### GOAL OF THE EXERCISE
Within the entries below, find the portion that opens with the line containing "<< /PageSize [773" and closes with the line containing "0 508 translate 1 -1 scale". Retype that portion exactly and only.

### DATA TO USE
━━━━━━━━━━
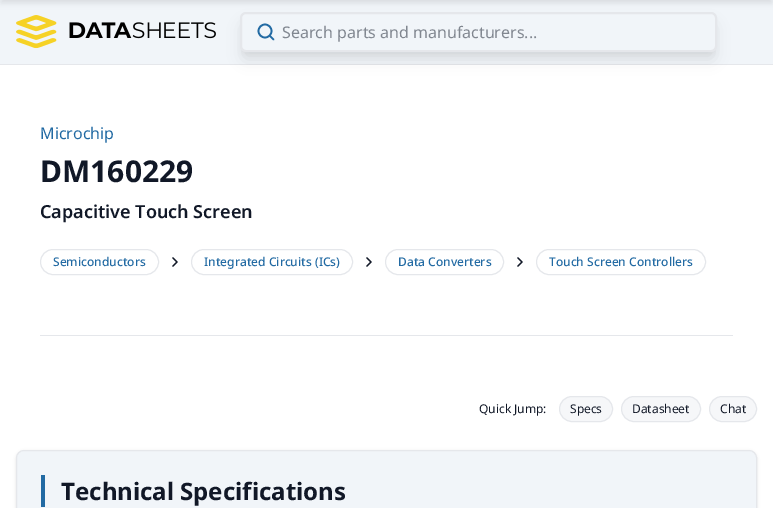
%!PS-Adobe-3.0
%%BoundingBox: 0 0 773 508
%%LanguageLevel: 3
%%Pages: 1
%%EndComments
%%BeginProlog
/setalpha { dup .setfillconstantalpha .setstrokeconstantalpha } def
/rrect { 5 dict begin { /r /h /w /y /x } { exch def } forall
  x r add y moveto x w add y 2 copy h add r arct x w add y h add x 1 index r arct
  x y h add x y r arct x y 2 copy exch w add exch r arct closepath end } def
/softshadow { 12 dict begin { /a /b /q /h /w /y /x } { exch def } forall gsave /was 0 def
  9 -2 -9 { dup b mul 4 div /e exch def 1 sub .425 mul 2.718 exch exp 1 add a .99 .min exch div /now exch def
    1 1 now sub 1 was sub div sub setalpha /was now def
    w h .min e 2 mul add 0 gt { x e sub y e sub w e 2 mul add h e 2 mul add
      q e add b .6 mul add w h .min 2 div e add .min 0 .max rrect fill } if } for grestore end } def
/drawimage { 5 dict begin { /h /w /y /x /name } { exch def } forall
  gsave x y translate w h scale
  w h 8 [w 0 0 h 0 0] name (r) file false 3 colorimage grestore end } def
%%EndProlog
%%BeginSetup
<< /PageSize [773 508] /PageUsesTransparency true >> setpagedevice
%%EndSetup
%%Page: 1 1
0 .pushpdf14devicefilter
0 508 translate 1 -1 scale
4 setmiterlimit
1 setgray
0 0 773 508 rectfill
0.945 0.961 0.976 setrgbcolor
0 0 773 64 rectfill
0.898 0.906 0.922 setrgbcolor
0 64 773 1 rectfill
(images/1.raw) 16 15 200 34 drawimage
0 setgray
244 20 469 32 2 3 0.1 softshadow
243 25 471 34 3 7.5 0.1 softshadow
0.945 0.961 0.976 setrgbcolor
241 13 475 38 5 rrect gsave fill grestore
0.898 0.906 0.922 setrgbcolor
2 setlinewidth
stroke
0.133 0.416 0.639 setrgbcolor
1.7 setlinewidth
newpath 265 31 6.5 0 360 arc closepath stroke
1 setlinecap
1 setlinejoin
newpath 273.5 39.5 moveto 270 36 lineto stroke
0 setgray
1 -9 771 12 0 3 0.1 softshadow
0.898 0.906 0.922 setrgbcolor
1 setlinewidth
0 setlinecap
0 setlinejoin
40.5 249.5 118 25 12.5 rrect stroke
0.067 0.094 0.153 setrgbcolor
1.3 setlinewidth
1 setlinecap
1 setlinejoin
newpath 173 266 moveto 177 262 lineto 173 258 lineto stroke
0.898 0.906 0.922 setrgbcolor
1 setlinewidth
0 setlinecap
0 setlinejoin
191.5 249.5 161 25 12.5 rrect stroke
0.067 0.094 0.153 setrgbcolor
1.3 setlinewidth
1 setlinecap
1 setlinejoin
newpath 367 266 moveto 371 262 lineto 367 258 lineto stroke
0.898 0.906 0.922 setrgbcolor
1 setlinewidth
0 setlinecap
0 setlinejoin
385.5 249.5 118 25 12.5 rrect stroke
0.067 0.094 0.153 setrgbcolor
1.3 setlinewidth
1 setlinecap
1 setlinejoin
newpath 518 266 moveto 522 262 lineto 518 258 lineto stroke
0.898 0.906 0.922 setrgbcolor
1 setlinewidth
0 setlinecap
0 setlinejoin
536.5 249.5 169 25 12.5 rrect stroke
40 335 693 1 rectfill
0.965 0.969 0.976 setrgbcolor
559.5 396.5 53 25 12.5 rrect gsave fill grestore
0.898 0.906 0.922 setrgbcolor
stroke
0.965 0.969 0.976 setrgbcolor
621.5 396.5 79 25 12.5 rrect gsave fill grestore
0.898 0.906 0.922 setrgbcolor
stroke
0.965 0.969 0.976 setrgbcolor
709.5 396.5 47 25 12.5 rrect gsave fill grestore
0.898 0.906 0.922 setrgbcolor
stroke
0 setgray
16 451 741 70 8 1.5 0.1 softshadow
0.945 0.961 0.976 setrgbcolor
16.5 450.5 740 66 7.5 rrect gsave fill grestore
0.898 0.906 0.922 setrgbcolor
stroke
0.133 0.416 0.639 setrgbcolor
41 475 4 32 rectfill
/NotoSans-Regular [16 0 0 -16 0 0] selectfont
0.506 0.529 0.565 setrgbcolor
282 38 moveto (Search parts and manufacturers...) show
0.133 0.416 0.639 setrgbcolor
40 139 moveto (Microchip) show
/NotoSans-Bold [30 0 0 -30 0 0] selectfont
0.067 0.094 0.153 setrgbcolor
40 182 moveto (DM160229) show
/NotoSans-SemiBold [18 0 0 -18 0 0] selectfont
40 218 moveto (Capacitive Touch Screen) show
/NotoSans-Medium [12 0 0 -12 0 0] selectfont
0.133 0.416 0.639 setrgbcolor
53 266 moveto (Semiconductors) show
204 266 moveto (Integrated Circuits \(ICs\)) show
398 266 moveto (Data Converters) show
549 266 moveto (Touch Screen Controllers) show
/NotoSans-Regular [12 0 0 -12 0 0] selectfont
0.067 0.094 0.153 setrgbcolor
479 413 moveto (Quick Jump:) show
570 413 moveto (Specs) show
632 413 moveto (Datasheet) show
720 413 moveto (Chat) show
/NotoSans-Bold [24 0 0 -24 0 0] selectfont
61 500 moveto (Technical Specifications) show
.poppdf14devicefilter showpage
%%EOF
━━━━━━━━━━
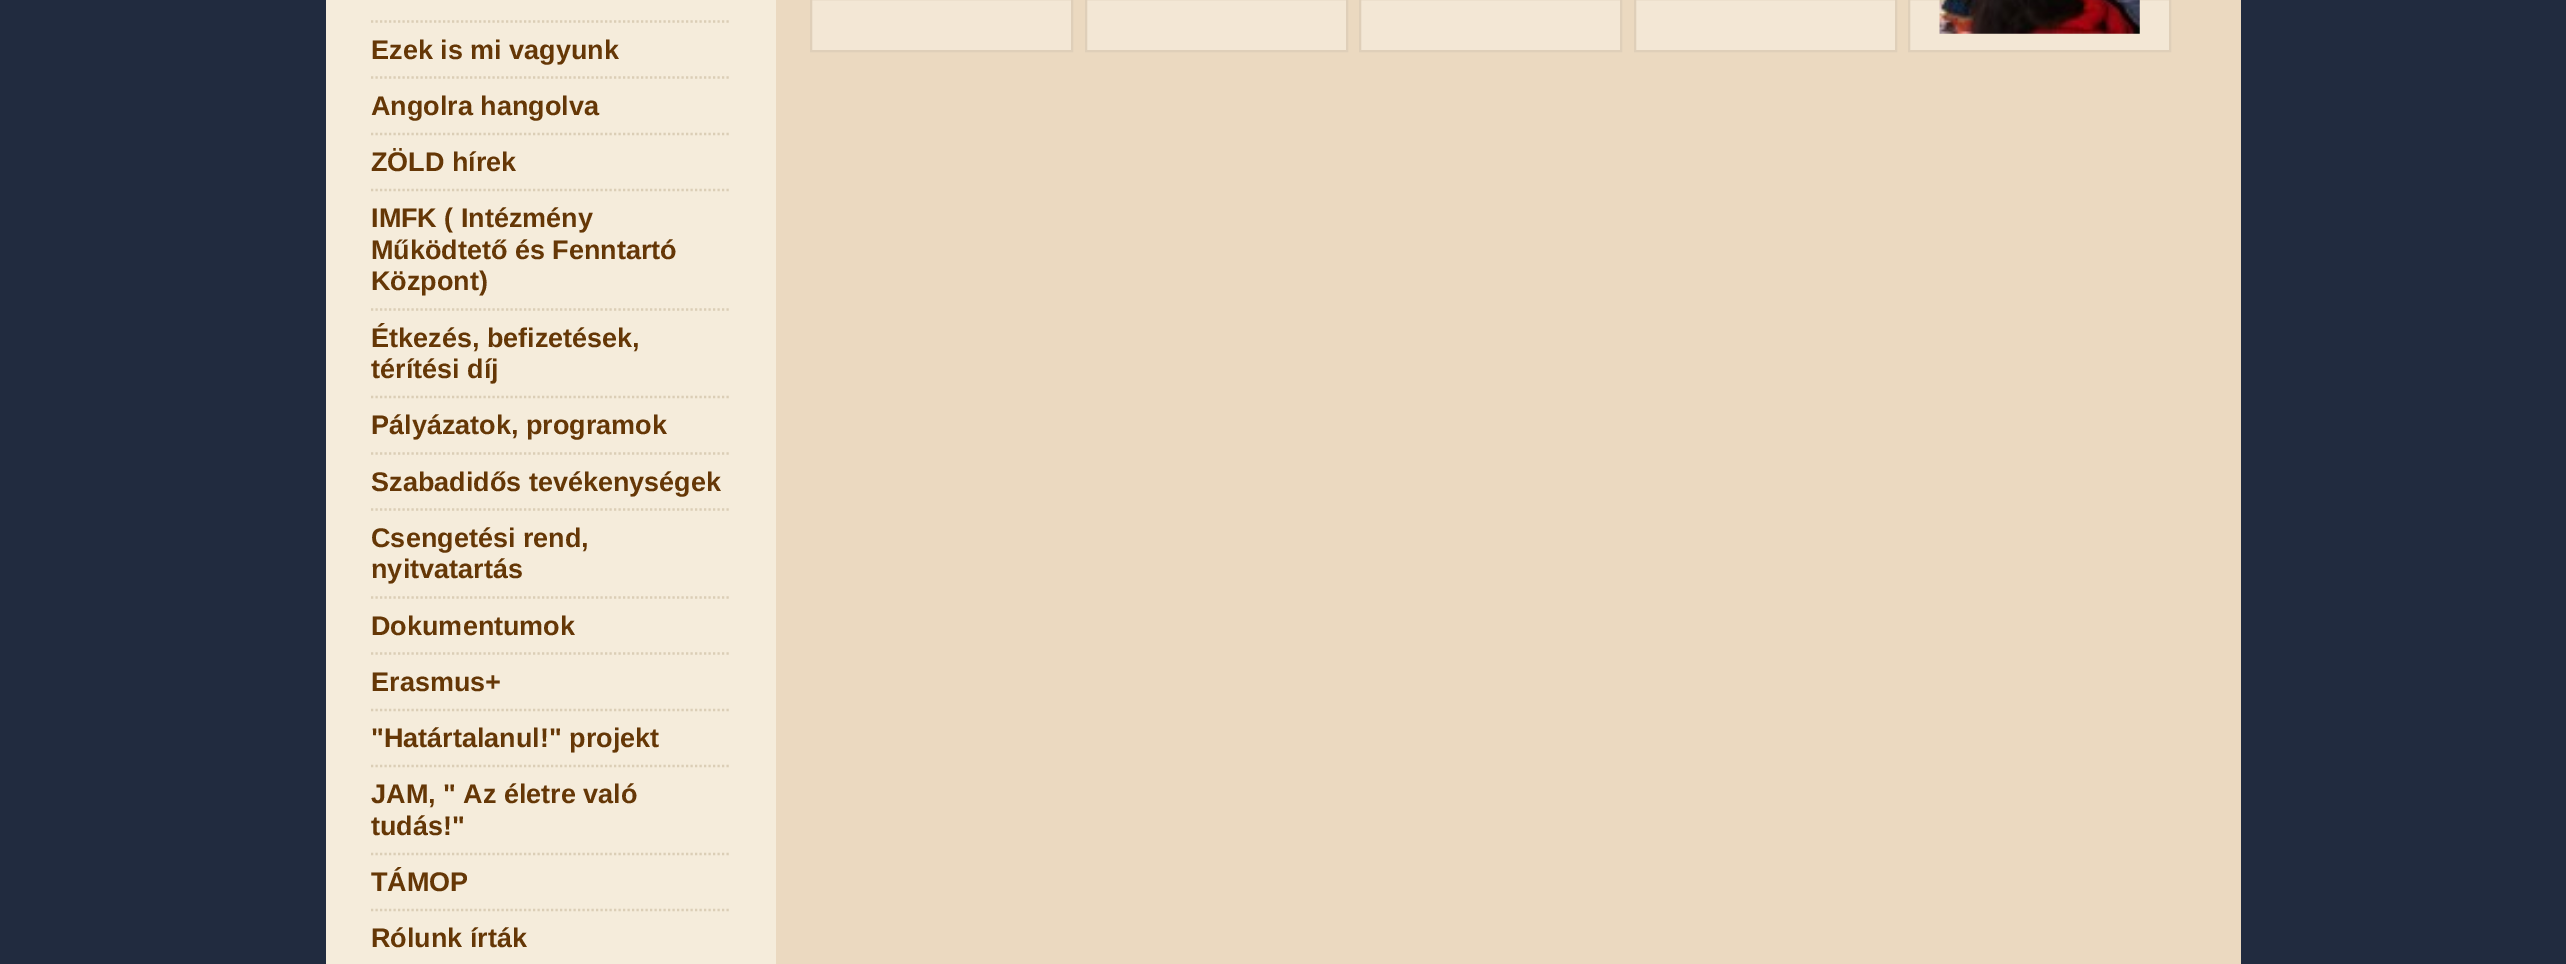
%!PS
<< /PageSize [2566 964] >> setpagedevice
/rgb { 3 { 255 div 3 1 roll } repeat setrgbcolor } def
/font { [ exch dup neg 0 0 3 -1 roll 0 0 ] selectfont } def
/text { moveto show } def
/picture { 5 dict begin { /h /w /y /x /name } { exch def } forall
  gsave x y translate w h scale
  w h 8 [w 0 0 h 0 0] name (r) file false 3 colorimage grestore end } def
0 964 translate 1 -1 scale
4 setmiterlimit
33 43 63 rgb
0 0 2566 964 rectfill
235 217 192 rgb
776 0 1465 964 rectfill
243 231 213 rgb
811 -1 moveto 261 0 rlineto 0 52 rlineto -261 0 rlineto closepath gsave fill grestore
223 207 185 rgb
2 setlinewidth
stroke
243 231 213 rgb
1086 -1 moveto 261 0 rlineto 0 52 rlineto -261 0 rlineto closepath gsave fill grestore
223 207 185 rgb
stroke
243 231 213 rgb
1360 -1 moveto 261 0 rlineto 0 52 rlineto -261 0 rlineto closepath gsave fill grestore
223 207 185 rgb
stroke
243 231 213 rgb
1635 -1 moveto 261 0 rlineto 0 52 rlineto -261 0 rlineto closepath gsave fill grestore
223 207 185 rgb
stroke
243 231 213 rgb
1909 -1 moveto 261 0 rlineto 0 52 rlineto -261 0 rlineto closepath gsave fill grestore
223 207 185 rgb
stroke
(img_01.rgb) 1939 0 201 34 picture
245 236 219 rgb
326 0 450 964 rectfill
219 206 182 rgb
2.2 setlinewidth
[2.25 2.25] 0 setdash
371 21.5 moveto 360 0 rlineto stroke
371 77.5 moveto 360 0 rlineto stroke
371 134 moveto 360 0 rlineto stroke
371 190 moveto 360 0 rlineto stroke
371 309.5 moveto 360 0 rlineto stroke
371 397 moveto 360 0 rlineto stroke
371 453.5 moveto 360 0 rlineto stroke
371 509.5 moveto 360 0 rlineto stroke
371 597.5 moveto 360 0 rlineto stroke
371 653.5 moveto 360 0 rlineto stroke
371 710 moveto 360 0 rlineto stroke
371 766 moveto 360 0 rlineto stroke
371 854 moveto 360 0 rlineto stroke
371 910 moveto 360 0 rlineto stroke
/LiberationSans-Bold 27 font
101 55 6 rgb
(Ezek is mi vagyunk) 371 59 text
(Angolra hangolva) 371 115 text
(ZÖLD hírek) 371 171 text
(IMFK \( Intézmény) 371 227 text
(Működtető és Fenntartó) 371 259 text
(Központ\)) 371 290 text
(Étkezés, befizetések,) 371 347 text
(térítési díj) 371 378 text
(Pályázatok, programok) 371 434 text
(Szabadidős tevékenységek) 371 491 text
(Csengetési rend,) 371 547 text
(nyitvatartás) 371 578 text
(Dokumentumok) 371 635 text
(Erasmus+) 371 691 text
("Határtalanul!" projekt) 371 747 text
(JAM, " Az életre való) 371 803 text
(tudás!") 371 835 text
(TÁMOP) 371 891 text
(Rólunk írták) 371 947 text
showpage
━━━━━━━━━━
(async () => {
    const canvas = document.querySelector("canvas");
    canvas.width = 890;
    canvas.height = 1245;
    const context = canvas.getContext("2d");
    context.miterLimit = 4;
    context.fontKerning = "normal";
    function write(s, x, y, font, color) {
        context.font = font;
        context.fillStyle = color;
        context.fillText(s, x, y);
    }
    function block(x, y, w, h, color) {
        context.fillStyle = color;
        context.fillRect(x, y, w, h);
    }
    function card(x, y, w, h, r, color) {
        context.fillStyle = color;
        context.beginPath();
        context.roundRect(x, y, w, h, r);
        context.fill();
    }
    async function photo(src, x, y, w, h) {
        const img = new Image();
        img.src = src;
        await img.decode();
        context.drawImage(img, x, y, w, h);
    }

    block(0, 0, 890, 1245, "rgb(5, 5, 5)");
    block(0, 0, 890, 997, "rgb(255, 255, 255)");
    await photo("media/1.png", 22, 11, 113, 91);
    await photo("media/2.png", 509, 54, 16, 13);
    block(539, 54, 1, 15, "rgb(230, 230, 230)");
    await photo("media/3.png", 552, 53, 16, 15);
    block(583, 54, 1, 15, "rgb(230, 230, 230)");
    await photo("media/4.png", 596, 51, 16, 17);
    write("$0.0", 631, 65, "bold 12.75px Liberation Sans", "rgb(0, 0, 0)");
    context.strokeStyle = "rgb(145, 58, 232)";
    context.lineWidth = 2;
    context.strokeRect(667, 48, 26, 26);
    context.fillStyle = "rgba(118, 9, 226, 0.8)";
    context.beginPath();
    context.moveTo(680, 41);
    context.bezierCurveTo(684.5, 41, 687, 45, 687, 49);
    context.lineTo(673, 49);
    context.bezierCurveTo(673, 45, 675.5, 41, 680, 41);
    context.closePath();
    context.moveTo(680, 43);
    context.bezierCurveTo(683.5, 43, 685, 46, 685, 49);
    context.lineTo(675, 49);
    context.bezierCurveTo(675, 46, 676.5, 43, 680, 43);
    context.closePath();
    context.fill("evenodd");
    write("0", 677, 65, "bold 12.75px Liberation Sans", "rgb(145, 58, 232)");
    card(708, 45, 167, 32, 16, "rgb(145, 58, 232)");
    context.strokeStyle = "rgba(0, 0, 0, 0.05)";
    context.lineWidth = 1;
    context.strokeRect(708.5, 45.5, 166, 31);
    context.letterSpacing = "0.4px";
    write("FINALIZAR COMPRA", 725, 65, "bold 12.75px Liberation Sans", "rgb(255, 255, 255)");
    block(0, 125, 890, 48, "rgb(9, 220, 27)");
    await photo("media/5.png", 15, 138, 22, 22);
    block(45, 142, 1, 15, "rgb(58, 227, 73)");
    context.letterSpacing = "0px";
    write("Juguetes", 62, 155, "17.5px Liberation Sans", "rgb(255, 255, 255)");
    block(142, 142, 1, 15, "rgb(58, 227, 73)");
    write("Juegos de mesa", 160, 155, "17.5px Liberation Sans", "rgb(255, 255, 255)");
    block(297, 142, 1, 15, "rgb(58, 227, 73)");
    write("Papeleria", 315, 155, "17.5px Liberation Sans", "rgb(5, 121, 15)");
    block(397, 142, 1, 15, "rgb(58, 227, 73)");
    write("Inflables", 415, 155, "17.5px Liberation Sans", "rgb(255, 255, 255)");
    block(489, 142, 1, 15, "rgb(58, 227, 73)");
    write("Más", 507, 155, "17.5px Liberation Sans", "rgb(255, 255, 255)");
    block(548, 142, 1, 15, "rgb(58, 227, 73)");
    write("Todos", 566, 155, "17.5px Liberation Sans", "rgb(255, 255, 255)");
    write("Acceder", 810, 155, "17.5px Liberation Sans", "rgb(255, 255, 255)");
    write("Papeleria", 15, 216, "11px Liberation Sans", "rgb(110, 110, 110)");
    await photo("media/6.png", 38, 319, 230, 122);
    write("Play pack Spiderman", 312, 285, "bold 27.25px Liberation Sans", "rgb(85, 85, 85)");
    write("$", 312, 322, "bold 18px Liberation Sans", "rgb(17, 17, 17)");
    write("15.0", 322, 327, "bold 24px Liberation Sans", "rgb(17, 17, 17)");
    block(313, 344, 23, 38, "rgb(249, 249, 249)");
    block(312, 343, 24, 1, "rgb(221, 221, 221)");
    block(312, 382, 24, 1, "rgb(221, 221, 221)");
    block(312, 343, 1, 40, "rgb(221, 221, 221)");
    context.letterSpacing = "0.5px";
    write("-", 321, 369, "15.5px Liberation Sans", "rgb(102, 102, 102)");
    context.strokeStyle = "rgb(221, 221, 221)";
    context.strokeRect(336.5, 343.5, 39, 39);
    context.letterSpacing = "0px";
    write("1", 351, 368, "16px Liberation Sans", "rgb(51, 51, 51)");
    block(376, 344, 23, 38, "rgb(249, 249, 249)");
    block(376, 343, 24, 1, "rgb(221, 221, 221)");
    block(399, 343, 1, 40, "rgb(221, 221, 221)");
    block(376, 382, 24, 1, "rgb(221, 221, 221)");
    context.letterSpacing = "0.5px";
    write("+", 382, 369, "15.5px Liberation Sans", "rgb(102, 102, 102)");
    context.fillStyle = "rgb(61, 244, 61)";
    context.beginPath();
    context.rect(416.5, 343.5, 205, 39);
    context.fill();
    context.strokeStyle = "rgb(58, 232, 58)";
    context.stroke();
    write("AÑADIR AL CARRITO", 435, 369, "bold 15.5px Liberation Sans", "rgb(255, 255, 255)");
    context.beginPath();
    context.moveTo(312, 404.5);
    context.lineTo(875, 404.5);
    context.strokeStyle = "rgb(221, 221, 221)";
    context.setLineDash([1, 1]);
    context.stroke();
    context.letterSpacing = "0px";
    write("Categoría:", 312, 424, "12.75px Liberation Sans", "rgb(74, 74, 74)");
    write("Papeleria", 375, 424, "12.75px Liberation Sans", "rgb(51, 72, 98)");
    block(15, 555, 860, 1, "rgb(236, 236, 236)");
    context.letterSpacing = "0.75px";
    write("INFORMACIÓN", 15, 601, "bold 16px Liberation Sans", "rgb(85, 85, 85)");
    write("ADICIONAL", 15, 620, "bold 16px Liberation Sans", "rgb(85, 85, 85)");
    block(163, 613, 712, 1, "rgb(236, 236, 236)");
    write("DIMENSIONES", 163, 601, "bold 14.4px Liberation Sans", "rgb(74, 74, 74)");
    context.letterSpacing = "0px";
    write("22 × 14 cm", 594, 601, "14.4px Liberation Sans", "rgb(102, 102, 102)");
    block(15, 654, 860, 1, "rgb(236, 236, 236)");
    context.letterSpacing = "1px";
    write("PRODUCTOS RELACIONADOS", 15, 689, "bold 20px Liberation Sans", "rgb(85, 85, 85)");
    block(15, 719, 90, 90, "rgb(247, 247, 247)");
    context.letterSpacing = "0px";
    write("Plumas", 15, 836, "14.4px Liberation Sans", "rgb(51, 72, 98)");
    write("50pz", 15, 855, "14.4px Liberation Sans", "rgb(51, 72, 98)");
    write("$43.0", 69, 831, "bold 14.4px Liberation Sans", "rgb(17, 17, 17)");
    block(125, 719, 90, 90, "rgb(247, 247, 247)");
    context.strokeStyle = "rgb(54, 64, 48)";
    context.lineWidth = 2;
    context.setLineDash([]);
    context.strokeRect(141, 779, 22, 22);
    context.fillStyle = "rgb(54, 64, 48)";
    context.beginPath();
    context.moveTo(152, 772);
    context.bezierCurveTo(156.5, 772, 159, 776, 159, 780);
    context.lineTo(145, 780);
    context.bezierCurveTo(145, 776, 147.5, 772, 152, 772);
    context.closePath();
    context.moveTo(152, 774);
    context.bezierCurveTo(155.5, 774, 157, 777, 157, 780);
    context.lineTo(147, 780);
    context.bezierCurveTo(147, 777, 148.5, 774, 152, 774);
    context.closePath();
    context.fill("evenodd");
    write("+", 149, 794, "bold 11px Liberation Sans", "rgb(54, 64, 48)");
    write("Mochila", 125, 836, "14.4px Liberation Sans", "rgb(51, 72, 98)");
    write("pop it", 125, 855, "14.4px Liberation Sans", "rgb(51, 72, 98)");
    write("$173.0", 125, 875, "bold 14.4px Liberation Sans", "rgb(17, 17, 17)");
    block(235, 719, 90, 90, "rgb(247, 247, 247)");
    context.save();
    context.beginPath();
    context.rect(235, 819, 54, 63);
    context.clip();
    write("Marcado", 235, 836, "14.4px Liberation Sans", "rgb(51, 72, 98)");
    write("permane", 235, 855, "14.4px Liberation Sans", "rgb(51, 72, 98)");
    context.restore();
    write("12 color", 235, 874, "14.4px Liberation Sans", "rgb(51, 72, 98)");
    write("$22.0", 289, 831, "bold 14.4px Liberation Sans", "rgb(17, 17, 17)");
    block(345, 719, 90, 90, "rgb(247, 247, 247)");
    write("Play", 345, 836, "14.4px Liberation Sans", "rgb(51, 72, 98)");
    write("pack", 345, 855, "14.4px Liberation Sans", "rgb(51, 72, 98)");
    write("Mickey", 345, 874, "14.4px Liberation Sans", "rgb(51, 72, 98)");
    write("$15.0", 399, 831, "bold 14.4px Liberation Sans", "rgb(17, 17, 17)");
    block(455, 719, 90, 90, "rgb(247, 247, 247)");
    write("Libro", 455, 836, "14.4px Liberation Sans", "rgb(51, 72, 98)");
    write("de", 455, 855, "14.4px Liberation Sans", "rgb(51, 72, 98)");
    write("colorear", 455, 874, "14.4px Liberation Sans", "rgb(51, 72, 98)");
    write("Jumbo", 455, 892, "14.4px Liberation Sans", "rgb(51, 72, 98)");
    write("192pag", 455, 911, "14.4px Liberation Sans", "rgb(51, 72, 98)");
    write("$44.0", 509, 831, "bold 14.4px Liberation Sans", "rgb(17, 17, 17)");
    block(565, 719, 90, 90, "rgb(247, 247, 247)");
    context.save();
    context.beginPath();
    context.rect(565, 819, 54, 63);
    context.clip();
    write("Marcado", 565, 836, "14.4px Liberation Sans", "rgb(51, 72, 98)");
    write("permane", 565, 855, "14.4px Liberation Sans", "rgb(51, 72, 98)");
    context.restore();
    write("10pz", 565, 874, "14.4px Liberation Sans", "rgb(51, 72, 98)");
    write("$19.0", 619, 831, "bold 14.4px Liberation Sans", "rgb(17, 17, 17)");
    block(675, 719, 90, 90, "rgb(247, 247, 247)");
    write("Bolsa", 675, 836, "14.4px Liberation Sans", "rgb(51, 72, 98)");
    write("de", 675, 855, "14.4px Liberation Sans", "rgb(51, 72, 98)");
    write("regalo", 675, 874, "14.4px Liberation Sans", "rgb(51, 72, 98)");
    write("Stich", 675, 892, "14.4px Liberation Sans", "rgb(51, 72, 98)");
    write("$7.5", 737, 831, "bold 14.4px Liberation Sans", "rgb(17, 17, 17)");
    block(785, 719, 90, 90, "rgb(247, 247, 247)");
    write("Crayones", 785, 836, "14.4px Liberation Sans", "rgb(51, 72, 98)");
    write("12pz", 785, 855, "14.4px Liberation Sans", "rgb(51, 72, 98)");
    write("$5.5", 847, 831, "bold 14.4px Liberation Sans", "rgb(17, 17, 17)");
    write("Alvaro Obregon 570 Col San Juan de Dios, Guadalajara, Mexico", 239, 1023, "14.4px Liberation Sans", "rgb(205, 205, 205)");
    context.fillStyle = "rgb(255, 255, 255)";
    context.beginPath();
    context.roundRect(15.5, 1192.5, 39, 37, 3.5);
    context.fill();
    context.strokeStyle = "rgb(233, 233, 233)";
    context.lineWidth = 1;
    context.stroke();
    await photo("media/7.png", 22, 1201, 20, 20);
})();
━━━━━━━━━━
### EXERCISE SOLUTION
<< /PageSize [773 508] /PageUsesTransparency true >> setpagedevice
%%EndSetup
%%Page: 1 1
0 .pushpdf14devicefilter
0 508 translate 1 -1 scale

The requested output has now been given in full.